Preparazione: impastare gli ingredienti insieme, mantenere il tutto al caldo per favorire la lievitazione che impiegherà circa sette ore con il lievito madre, o quattro con il lievito di birra. Dopo la prima lievitazione effettuare un giro di pieghe e lasciar lievitare, raddoppiato il quantitativo formare dei lunghi cilindri, tagliarli ogni 15 cm e ricavarne delle ciambelle unendo le estremità. Lessarle, poche per volta, in acqua bollente salata per cinque minuti, scolarle e lasciarle asciugare per almeno due ore. Disporle su una placca da forno e cuocerle in forno caldo a 200°C per 10 minuti.
Frittelle di mele, uva secca e pinoli
Ingredienti: un kg di mele, 250 g di farina, 90 g zucchero, 60 g di uva passa, 60 g di cedro candito, 60 g pinoli, 1/2 bicchiere di vino bianco, due cucchiai di olio extra vergine di oliva più quello che occorre per friggere e un pizzico di zafferano in stimmi.
Preparazione: Sbucciare le mele, privarle del torsolo ed affettarle a dadini mantenendo uno spessore inferiore al mezzo centimetro. Preparare la pastella con farina, zucchero, vino, uva passa, zafferano, pinoli e tre cucchiai di olio.
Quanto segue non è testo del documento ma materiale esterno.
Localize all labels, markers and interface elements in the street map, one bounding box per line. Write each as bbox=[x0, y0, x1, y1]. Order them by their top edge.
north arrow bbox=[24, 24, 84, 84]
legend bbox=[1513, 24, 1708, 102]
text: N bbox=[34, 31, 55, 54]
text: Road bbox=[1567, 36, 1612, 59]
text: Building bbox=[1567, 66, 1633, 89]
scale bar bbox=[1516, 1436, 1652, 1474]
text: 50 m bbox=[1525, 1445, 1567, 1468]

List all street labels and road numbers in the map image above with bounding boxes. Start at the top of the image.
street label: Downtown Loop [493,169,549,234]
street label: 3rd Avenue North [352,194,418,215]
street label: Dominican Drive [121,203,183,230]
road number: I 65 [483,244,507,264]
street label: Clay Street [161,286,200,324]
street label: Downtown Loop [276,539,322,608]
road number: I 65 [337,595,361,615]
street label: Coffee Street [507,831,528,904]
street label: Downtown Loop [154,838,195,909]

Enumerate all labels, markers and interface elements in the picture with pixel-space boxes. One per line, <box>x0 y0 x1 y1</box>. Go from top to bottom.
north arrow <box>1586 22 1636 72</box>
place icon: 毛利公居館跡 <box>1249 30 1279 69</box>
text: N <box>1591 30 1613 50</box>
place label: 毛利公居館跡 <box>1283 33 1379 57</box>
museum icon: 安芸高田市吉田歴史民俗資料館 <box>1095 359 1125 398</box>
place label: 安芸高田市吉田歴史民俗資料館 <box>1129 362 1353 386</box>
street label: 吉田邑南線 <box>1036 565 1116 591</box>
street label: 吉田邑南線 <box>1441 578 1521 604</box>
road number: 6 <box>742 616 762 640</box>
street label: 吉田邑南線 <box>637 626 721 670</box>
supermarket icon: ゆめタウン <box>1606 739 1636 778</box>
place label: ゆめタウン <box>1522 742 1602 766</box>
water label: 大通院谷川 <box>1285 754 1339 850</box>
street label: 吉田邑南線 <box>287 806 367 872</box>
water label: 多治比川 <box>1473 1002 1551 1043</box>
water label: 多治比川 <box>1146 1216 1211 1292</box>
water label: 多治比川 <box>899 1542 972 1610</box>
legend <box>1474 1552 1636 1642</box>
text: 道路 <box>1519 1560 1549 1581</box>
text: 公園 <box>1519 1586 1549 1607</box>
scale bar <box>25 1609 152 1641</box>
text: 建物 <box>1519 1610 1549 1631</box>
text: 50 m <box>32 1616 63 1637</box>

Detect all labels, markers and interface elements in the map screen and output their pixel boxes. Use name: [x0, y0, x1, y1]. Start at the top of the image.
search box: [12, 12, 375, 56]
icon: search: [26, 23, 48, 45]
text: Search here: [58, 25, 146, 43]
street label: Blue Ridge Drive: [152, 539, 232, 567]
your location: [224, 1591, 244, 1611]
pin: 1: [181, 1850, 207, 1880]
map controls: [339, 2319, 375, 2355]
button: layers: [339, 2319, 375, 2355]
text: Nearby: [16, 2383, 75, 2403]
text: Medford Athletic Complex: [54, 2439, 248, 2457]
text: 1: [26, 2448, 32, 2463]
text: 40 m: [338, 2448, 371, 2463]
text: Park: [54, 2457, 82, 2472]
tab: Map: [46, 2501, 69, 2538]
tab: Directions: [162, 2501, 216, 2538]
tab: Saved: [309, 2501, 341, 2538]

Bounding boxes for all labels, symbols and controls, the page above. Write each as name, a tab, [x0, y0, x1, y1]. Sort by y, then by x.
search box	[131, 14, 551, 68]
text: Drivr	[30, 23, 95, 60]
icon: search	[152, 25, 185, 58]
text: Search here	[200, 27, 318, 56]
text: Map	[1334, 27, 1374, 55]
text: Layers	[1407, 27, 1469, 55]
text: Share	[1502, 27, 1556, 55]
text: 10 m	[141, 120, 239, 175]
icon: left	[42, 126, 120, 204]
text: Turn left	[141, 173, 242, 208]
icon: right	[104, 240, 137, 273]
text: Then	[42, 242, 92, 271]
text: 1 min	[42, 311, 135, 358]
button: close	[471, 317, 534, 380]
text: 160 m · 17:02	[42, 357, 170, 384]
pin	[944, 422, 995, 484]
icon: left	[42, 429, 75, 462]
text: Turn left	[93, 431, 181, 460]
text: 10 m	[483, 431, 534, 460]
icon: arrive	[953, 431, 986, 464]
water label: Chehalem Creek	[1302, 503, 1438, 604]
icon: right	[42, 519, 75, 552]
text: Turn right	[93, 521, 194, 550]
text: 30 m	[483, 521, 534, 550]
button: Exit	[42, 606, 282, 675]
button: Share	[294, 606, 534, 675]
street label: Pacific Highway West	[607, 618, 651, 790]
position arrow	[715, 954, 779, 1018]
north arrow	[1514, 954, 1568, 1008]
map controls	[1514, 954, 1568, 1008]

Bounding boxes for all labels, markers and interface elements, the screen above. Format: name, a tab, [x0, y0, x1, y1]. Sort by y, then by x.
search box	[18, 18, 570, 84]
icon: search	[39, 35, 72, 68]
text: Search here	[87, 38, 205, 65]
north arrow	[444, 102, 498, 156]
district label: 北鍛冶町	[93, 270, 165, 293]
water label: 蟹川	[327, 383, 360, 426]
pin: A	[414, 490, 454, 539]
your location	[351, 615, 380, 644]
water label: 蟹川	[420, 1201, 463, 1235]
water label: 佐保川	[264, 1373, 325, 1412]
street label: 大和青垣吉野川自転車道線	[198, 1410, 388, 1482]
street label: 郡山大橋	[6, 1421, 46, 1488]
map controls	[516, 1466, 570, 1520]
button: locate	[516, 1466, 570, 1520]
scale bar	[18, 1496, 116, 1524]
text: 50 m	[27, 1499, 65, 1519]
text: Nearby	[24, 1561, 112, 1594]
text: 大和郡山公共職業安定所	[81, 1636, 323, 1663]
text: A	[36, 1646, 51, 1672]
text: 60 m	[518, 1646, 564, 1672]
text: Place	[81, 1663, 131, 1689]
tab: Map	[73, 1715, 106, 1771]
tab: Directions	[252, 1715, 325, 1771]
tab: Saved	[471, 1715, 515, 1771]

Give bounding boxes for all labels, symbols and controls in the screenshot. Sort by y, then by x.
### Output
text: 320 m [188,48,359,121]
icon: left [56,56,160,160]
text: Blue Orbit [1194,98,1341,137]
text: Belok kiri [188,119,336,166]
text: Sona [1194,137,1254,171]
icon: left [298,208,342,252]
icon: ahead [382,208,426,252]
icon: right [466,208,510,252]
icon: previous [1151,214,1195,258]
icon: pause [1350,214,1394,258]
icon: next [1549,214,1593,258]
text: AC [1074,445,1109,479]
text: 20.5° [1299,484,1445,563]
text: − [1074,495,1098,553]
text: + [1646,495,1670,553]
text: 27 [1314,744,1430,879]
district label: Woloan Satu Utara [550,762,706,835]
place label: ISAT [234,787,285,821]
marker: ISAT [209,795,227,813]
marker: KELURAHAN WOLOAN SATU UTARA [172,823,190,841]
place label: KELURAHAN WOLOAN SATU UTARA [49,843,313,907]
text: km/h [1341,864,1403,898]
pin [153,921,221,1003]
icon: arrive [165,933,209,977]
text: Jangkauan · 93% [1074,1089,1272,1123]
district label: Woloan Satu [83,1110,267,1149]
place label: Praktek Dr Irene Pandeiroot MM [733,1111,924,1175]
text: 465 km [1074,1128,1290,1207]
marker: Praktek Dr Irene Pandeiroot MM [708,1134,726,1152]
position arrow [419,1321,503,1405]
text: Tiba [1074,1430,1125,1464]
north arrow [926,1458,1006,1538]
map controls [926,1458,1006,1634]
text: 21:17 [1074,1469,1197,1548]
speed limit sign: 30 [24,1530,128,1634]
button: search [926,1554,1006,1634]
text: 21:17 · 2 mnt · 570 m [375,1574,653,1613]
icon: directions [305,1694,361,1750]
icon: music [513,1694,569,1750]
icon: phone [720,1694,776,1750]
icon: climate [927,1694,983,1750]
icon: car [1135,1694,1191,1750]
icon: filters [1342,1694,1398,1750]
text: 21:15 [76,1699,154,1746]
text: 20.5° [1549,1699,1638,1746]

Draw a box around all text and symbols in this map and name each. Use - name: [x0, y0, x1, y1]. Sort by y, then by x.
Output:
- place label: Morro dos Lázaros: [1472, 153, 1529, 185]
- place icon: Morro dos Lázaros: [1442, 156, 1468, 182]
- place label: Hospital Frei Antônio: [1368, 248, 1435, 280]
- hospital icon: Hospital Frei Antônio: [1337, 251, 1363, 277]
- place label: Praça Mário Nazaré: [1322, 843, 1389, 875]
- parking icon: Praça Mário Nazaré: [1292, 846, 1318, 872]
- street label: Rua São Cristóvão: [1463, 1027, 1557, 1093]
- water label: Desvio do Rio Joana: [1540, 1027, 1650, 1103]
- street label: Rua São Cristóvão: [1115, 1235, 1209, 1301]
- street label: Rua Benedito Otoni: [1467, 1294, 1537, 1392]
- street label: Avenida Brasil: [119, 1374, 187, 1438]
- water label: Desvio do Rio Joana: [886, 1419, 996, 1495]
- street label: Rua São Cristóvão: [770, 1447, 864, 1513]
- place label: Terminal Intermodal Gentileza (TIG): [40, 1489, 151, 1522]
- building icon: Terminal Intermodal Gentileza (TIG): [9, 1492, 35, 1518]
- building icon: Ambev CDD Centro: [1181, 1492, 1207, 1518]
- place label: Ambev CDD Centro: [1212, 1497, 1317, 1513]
Amalgamare ed aggiungere i dadini di mela e il cedro candito a pezzetti. Con un cucchiaio prelevare il composto e gettarlo nell’olio bollente e friggere. Ben dorate cospargere di zucchero e servire.
- *Articolo : A Tavola con Lucrezia Borgia ( vedere: https://epulaenews.it/una-proposta-multisensoriale-per-rivivere-la-storia-di-una-delle-figure-piu-emblematiche-ed-affascinanti-del-rinascimento/ )
[1] Cristoforo Messi detto sbugo (fine XV secolo – 1548), più conosciuto come Messisbugo, autore dell’opera Banchetti composizione di vivande e apparecchio generale (pubblicato postumo nel 1549), un vero e proprio trattato di costume ed una miniera di notizie sul cibo, con oltre trecento ricette, pensate specificamente per i banchetti della corte estense presso la quale lavorò per oltre trent’anni. Oggi è indicato come il fondatore della tradizione gastronomica italiana del Cinquecento e della stessa cucina moderna europea.
[2] Allo scalco spettava il compito di supervisionare la preparazione, la cottura e la distribuzione dei cibi; gli acquisti dello spenditore; la conservazione di derrate alimentari del dispensiere; sorvegliare il canovaro, addetto alle cantine, e il bottigliere, responsabile alla scelta dei vini più adatti alle diverse pietanze. Lo scalco sovraintendeva, inoltre, al credenziere, che aveva il compito di preparare tutti i servizi iniziali e finali del banchetto e l’ornamento delle tavole; nonché al cuoco, al quale era demandata la preparazione di tutti i piatti caldi. Allo scalco era, inoltre, affidato il compito di fissare il ritmo delle portate, stabilire le precedenze nel servizio in base alla nobiltà ed al rango dei convitati.
[3] Servizio di credenza: servizio di vivande fredde servito all’inizio e alla fine di ogni pasto, nel primo caso prevalevano dolcetti, insalate, torte e frutta; nel dopo pasto prevalevano formaggi, verdure, confetti e frutta candita.
[4] Servizio di cucina: servizio di pietanze calde che arrivavano dalla cucina come i grandi arrosti, i piatti di pesce e di carne, pasticci, potaggi, ecc. ecc.
[5] Vedere: Massimo Montanari, Il sugo della storia, Editori Laterza, Bari-Roma, 2016
[6] Acqua di rose: acqua aromatica, sottoprodotto della distillazione dei petali di rosa, preparazione alimentare venduta nei negozi di gastronomia orientale.